Plus généralement, la Cour constate que "la France semble avoir plus pâti du Brexit que ses partenaires européens". Les exportations de marchandises stagnent en euros courants et reculent de 7,6% en euros constant hors énergie (2022 vs 2019). Les importations depuis le Royaume-Uni ont, elles, connu une forte progression (+ 43,6% sur la même période, 10,1% hors énergie). Conséquence, "l’excédent français du solde des échanges de marchandises s’est considérablement réduit" (de 12,7 milliards d’euros en 2019 à 5,6 milliards – 9,9 milliards hors énergie). Côté services, l’excédent français s’est accru (de 3,7 milliards d’euros en 2019 à 5,3 en 2022), mais principalement grâce aux visiteurs britanniques. Hors postes voyages et transports de voyageurs, l’excédent de 1,2 milliard d'euros en 2019 s’est transformé en un déficit de 726 millions d'euros.

Fonds réalloués

Fort heureusement, la France et d’autres États membres ont obtenu de pouvoir réallouer les fonds de la RAB vers le programme REPowerEU (voir notre article du 8 mars). Sur les 736 millions prévus pour la RAB française, pas moins de 504 millions seront ainsi transférés (voir notre article du 24 avril). Plus de 68% !, note la Cour.

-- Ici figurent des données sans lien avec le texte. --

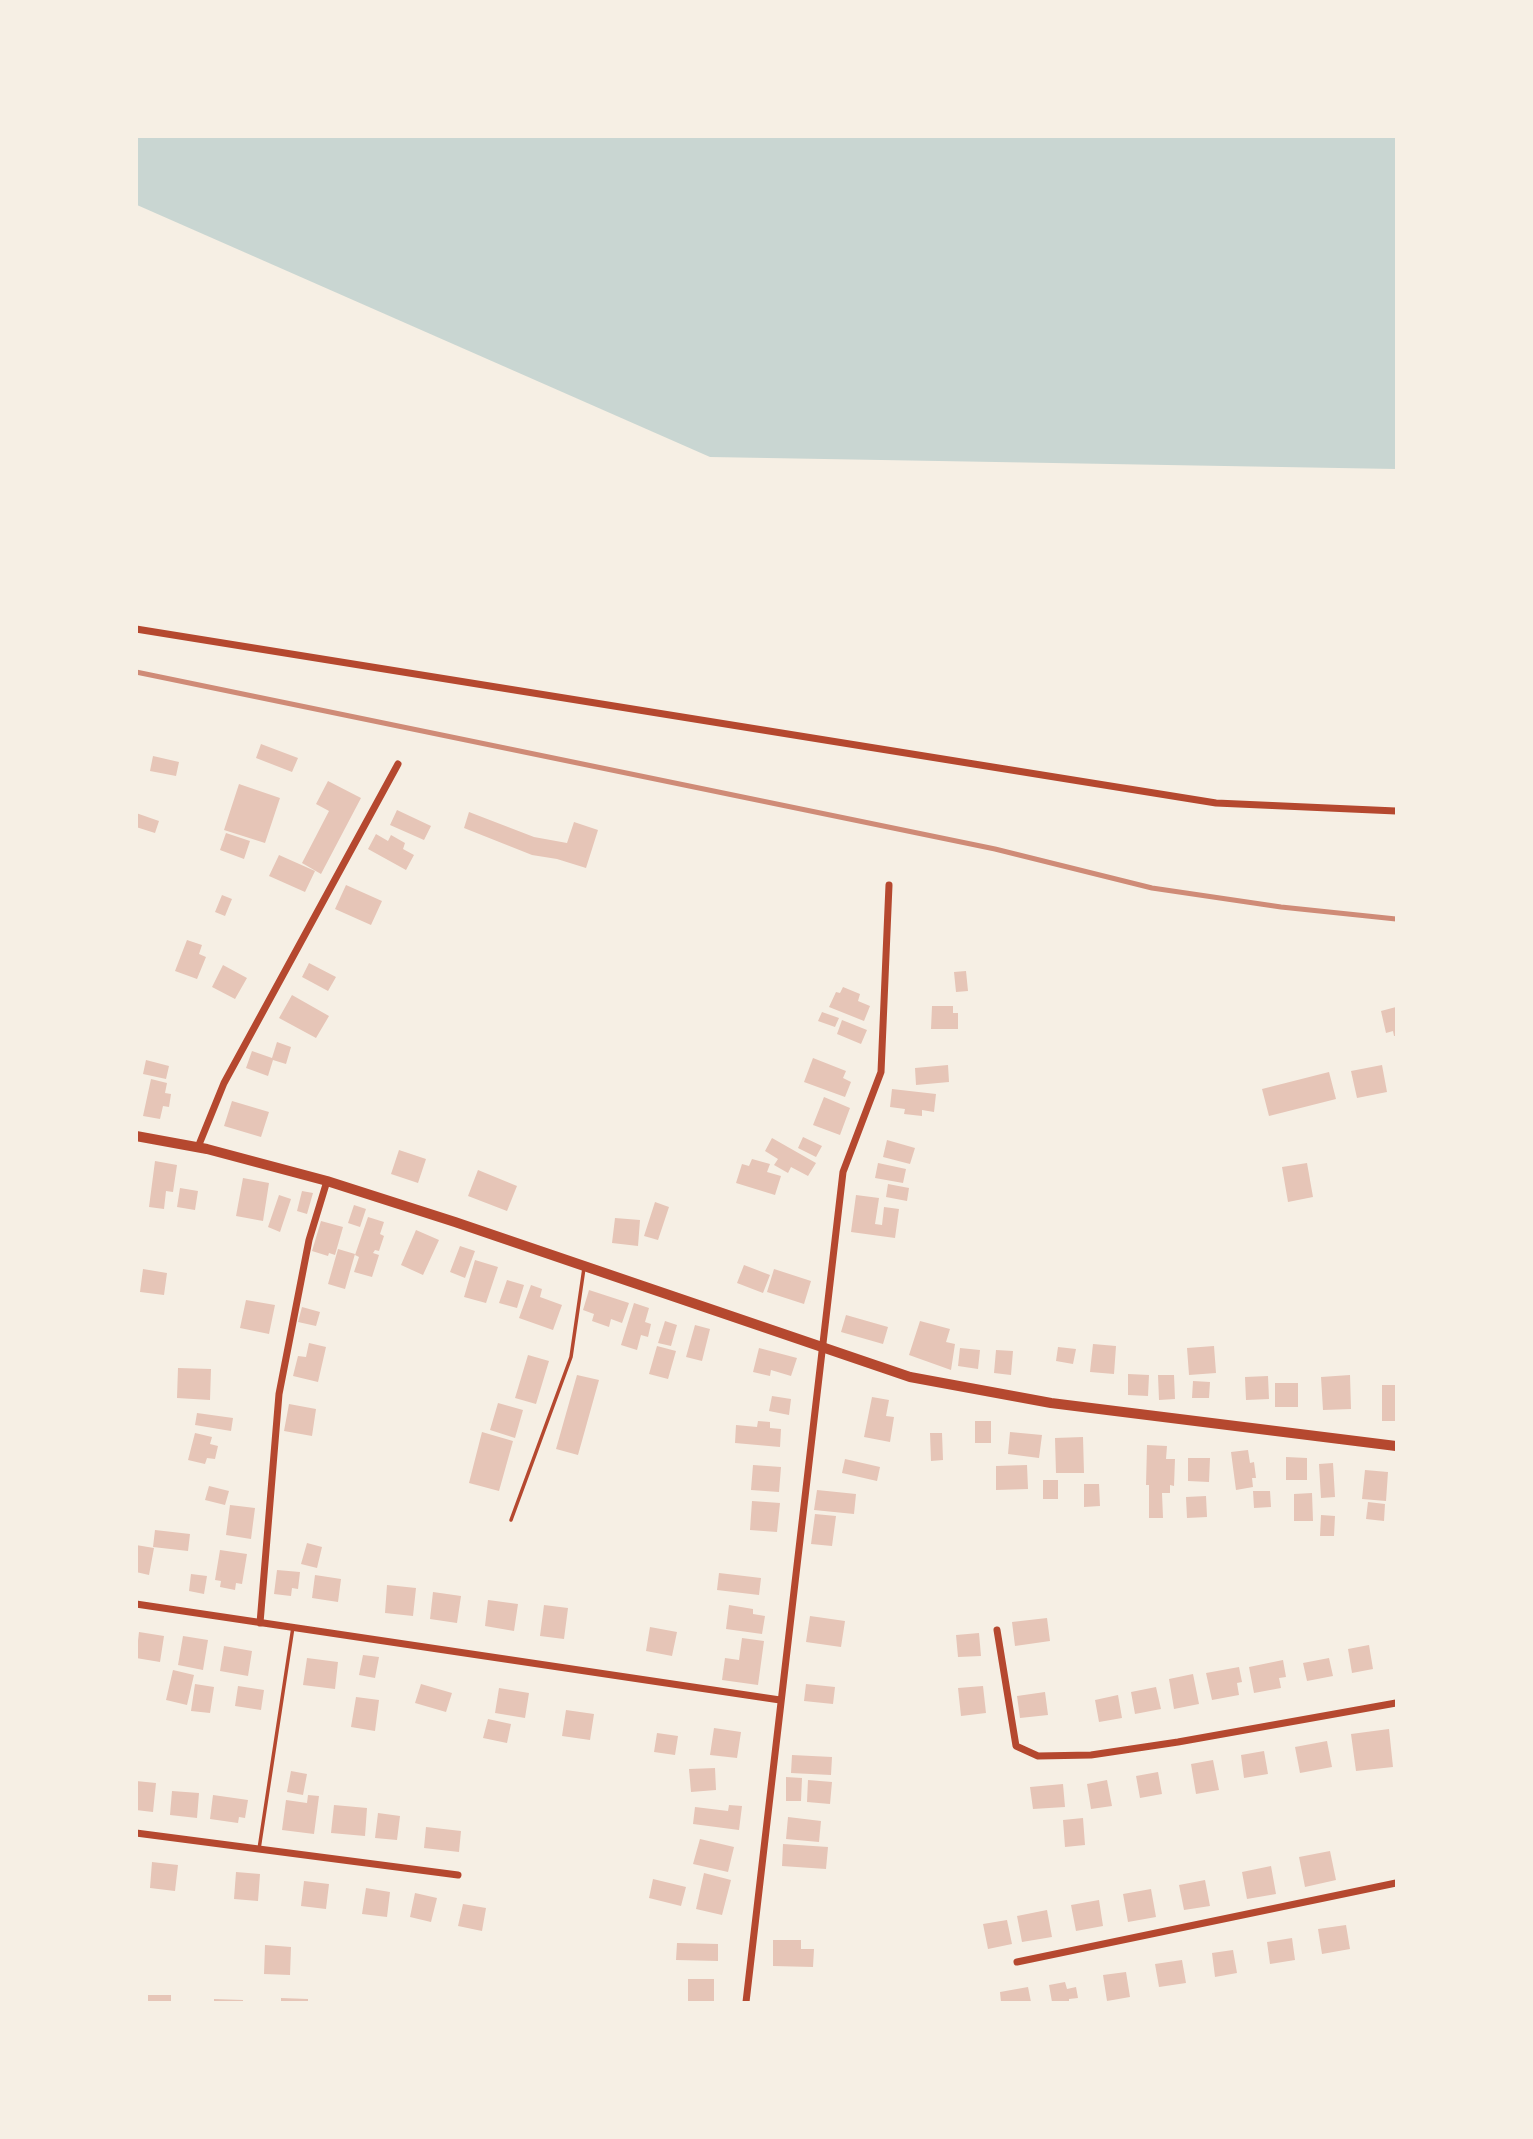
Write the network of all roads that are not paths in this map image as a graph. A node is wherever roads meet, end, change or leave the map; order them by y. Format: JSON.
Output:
{"nodes":[{"id":1,"x":136,"y":629,"type":"edge"},
{"id":2,"x":398,"y":764,"type":"dead end"},
{"id":3,"x":1396,"y":811,"type":"edge"},
{"id":4,"x":889,"y":886,"type":"dead end"},
{"id":5,"x":136,"y":1136,"type":"edge"},
{"id":6,"x":198,"y":1147,"type":"junction"},
{"id":7,"x":327,"y":1181,"type":"junction"},
{"id":8,"x":584,"y":1266,"type":"junction"},
{"id":9,"x":822,"y":1346,"type":"junction"},
{"id":10,"x":1396,"y":1446,"type":"edge"},
{"id":11,"x":511,"y":1520,"type":"dead end"},
{"id":12,"x":136,"y":1604,"type":"edge"},
{"id":13,"x":260,"y":1623,"type":"junction"},
{"id":14,"x":293,"y":1627,"type":"junction"},
{"id":15,"x":997,"y":1630,"type":"dead end"},
{"id":16,"x":780,"y":1700,"type":"junction"},
{"id":17,"x":1396,"y":1703,"type":"edge"},
{"id":18,"x":136,"y":1833,"type":"edge"},
{"id":19,"x":259,"y":1849,"type":"junction"},
{"id":20,"x":458,"y":1875,"type":"dead end"},
{"id":21,"x":1396,"y":1883,"type":"edge"},
{"id":22,"x":1017,"y":1962,"type":"dead end"},
{"id":23,"x":746,"y":2003,"type":"edge"}],
"edges":[{"from":1,"to":3,"type":"street"},
{"from":2,"to":6,"type":"street"},
{"from":4,"to":9,"type":"street"},
{"from":5,"to":6,"type":"street"},
{"from":6,"to":7,"type":"street"},
{"from":7,"to":8,"type":"street"},
{"from":7,"to":13,"type":"street"},
{"from":8,"to":9,"type":"street"},
{"from":8,"to":11,"type":"lane"},
{"from":9,"to":10,"type":"street"},
{"from":9,"to":16,"type":"street"},
{"from":12,"to":13,"type":"street"},
{"from":13,"to":14,"type":"street"},
{"from":14,"to":16,"type":"street"},
{"from":14,"to":19,"type":"lane"},
{"from":15,"to":17,"type":"street"},
{"from":16,"to":23,"type":"street"},
{"from":18,"to":19,"type":"street"},
{"from":19,"to":20,"type":"street"},
{"from":21,"to":22,"type":"street"}]}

Il reste à espérer que, cette fois, ils seront bien consommés.
 

  • Les voyages scolaires et le "Dordogneshire" impactés

"Une diminution drastique des échanges scolaires." C’est l’un des impacts du Brexit pointés par la Cour des comptes, qui relève d’une manière générale que le Brexit entraîne des difficultés pour les "nouveaux venus", les touristes et les populations jeunes en général. "Le régime des échanges universitaires a également été déstabilisé, au détriment des étudiants français plus nombreux au Royaume-Uni avant le Brexit que leurs homologues britanniques ne l’étaient en France", pointe la rue Cambon. De même, "tout en restant importantes, le renouvellement des communautés françaises au Royaume-Uni et britannique en France se ralentit". Évoquant en particulier le cas du "Dordogneshire", la Cour observe que "la communauté britannique ne s’est pas renouvelée".